Top of Information

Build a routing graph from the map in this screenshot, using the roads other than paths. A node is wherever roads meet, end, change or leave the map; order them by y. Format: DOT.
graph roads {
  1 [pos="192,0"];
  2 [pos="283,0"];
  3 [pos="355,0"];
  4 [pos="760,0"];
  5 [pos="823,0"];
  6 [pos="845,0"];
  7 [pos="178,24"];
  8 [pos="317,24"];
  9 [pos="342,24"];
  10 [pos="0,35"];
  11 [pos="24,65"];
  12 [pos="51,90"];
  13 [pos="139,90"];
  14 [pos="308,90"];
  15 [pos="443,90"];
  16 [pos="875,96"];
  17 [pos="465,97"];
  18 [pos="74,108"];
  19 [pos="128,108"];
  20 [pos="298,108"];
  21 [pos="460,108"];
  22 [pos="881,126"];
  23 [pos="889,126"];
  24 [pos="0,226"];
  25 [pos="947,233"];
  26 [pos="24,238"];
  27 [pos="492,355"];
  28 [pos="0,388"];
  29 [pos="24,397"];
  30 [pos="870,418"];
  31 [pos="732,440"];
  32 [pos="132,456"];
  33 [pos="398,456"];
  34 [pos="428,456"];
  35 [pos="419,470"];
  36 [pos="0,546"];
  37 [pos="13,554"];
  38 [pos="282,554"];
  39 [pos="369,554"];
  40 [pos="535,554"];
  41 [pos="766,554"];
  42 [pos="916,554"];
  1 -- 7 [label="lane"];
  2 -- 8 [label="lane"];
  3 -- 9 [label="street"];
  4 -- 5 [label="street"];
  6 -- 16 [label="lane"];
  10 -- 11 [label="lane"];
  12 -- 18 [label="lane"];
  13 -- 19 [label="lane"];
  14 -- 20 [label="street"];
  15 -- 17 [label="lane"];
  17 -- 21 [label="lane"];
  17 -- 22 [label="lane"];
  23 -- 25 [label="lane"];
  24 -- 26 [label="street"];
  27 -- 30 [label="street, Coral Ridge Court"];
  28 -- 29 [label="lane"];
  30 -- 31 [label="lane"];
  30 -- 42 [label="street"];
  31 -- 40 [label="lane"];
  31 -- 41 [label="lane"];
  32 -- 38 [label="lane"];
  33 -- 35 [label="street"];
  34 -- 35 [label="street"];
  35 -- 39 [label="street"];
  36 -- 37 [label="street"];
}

Bottom of Information

→ Task description: The expected output is each line of the records above that includes the word "graph".

→ Answer to this exercise:
Build a routing graph from the map in this screenshot, using the roads other than paths. A node is wherever roads meet, end, change or leave the map; order them by y. Format: DOT.
graph roads {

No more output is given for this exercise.